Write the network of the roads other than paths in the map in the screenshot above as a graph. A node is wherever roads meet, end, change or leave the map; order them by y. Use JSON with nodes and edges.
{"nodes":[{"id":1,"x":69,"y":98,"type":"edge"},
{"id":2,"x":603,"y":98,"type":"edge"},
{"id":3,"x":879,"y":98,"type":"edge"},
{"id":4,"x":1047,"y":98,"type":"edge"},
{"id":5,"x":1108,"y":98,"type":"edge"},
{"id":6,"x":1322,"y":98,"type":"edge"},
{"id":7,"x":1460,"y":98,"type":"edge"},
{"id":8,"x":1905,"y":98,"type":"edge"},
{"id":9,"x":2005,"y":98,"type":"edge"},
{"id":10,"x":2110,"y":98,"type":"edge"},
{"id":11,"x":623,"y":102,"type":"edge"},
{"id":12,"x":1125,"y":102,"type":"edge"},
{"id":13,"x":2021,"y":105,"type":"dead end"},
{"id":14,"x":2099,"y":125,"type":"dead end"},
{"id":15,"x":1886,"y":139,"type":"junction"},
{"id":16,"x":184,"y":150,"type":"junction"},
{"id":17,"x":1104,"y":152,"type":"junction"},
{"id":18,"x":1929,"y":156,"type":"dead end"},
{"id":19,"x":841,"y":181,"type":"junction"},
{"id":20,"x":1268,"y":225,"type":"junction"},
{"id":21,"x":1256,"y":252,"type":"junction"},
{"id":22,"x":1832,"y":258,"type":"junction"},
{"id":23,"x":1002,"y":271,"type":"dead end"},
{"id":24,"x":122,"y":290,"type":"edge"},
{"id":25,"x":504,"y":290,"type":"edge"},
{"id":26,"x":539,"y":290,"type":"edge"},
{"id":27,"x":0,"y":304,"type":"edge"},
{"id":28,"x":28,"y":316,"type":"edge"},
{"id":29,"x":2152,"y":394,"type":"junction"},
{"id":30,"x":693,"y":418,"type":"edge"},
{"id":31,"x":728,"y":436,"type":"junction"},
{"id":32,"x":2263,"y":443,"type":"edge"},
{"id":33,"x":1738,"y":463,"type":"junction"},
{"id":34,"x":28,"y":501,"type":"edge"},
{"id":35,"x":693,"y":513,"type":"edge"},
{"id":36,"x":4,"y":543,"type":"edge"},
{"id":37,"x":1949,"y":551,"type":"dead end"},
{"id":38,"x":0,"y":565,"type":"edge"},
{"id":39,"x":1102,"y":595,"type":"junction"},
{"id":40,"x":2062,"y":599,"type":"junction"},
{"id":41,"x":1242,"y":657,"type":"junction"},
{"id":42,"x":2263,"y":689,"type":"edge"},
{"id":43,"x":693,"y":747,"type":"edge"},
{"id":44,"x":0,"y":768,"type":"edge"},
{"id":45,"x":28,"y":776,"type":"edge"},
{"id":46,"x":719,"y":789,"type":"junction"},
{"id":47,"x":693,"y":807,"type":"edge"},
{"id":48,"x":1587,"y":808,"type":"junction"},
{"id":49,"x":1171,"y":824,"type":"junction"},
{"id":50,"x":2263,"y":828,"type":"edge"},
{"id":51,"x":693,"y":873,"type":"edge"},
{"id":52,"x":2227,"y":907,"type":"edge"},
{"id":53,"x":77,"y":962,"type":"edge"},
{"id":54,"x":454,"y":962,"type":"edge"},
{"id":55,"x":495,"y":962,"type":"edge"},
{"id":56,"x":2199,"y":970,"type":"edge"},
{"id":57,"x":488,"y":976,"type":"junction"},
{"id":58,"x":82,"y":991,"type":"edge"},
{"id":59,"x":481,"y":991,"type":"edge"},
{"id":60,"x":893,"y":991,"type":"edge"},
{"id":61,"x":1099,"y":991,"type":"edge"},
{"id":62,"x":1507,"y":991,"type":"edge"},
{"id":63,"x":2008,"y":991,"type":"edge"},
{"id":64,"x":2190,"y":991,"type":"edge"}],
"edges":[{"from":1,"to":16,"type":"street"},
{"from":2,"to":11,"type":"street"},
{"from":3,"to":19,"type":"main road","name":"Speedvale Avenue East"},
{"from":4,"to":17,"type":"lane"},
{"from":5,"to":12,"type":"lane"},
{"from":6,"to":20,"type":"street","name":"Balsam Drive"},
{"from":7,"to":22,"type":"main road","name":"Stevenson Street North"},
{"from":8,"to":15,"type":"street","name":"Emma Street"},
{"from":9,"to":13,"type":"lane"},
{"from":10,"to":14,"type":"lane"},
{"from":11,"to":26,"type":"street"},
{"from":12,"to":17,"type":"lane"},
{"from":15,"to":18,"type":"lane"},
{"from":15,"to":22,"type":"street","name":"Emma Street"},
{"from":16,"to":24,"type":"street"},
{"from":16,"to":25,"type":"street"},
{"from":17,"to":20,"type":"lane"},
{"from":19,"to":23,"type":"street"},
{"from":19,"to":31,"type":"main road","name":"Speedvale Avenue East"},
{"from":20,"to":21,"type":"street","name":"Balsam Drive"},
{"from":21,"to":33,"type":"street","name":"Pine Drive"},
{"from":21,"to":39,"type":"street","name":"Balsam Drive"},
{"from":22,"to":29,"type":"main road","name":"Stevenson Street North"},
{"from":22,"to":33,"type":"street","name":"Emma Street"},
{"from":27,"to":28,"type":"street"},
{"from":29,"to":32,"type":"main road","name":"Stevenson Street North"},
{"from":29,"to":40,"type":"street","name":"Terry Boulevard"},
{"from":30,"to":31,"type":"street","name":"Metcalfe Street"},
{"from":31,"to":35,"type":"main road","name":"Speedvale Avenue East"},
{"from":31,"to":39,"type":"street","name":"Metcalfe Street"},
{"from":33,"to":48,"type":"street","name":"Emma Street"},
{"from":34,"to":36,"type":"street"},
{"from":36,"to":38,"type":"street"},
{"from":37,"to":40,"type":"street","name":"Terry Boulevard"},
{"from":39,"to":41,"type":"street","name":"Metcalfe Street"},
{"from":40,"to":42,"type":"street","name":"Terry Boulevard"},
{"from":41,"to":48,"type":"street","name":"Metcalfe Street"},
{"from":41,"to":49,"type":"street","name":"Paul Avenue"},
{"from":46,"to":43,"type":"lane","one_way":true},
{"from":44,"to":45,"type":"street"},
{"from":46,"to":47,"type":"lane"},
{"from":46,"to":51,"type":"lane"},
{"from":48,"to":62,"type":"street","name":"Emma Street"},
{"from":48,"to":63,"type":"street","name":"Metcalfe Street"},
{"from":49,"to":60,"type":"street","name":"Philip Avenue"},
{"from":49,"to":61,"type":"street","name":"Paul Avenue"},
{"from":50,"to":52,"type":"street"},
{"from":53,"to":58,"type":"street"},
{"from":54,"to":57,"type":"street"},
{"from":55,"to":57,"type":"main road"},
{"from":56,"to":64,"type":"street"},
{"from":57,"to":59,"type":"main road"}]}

EXERCISE:
Go through the material above, find each line with the string "East", and copy it.

EXERCISE OUTPUT:
{"from":3,"to":19,"type":"main road","name":"Speedvale Avenue East"},
{"from":19,"to":31,"type":"main road","name":"Speedvale Avenue East"},
{"from":31,"to":35,"type":"main road","name":"Speedvale Avenue East"},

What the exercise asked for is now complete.